[Data extracted from a collection]

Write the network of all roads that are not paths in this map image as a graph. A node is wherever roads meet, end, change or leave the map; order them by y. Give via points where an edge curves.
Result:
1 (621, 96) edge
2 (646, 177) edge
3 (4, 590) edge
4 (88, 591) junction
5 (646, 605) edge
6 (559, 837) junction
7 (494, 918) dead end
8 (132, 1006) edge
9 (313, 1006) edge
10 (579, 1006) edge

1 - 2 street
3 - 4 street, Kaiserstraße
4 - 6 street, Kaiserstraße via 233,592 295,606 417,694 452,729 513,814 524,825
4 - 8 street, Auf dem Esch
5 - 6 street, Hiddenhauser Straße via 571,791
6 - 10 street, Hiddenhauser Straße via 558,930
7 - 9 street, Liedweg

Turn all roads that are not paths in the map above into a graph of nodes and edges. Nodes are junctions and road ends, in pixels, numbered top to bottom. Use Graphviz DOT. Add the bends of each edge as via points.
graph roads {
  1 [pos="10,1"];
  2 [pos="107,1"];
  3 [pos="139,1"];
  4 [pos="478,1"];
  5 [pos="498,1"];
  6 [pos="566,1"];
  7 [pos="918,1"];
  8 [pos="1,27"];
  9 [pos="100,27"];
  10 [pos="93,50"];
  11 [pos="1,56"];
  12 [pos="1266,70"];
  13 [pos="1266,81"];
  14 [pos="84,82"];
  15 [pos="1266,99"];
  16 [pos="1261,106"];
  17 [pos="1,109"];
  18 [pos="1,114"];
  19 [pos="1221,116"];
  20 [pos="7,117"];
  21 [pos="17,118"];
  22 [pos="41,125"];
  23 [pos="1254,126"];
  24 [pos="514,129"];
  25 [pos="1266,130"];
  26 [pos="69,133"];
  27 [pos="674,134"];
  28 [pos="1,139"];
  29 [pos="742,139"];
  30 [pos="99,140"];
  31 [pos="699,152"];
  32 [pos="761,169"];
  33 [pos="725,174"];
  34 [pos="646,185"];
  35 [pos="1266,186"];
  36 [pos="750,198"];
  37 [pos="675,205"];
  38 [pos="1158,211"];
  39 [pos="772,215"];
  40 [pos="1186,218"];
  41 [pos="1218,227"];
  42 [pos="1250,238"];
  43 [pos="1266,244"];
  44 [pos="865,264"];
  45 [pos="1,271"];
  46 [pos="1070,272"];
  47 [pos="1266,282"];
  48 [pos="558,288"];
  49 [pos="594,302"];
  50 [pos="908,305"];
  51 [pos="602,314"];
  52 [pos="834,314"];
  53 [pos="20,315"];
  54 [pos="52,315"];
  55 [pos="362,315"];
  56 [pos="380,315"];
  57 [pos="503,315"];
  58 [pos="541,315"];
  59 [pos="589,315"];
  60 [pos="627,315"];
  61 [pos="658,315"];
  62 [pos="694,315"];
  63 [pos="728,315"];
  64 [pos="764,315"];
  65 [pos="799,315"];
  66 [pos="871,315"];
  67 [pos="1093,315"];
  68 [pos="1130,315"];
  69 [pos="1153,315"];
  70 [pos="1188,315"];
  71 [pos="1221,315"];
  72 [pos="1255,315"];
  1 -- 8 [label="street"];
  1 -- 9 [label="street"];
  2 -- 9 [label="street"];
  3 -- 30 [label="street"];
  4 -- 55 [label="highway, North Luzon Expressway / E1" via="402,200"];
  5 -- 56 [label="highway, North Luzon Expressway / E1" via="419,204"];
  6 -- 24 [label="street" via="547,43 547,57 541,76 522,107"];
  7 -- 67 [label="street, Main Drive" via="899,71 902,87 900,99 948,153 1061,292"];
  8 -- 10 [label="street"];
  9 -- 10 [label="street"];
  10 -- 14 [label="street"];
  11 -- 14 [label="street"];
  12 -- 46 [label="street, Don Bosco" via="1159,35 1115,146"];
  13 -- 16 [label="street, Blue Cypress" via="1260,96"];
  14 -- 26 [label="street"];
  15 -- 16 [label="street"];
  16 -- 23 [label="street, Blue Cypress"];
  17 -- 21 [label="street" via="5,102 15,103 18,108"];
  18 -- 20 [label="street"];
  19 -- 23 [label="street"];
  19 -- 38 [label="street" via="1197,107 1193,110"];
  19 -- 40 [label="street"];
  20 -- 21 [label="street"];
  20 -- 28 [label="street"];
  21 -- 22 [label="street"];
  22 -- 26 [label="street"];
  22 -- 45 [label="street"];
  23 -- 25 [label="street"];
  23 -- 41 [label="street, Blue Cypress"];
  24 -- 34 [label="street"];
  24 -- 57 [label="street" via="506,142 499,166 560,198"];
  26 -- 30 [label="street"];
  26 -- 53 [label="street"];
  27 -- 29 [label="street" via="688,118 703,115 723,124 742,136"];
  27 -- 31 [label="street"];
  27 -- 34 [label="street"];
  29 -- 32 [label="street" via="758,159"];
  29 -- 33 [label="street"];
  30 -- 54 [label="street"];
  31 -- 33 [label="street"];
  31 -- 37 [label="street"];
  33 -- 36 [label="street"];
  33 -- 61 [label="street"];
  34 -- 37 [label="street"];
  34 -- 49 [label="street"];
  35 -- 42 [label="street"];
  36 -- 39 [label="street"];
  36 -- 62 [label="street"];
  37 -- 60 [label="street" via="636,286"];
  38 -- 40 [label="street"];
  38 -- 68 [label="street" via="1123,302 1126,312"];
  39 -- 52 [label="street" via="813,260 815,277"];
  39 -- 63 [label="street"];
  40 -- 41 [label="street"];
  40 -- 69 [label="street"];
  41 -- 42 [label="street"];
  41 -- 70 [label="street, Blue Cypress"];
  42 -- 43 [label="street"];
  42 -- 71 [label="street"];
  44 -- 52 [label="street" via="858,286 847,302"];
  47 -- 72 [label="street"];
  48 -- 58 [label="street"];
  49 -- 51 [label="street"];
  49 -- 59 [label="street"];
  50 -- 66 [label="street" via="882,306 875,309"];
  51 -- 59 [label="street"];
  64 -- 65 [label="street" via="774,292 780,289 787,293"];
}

## TASK GOAL
Among the lines above, which ones hold the string "highway"? Show them.

## SOLUTION FOR THIS PROBLEM
  4 -- 55 [label="highway, North Luzon Expressway / E1" via="402,200"];
  5 -- 56 [label="highway, North Luzon Expressway / E1" via="419,204"];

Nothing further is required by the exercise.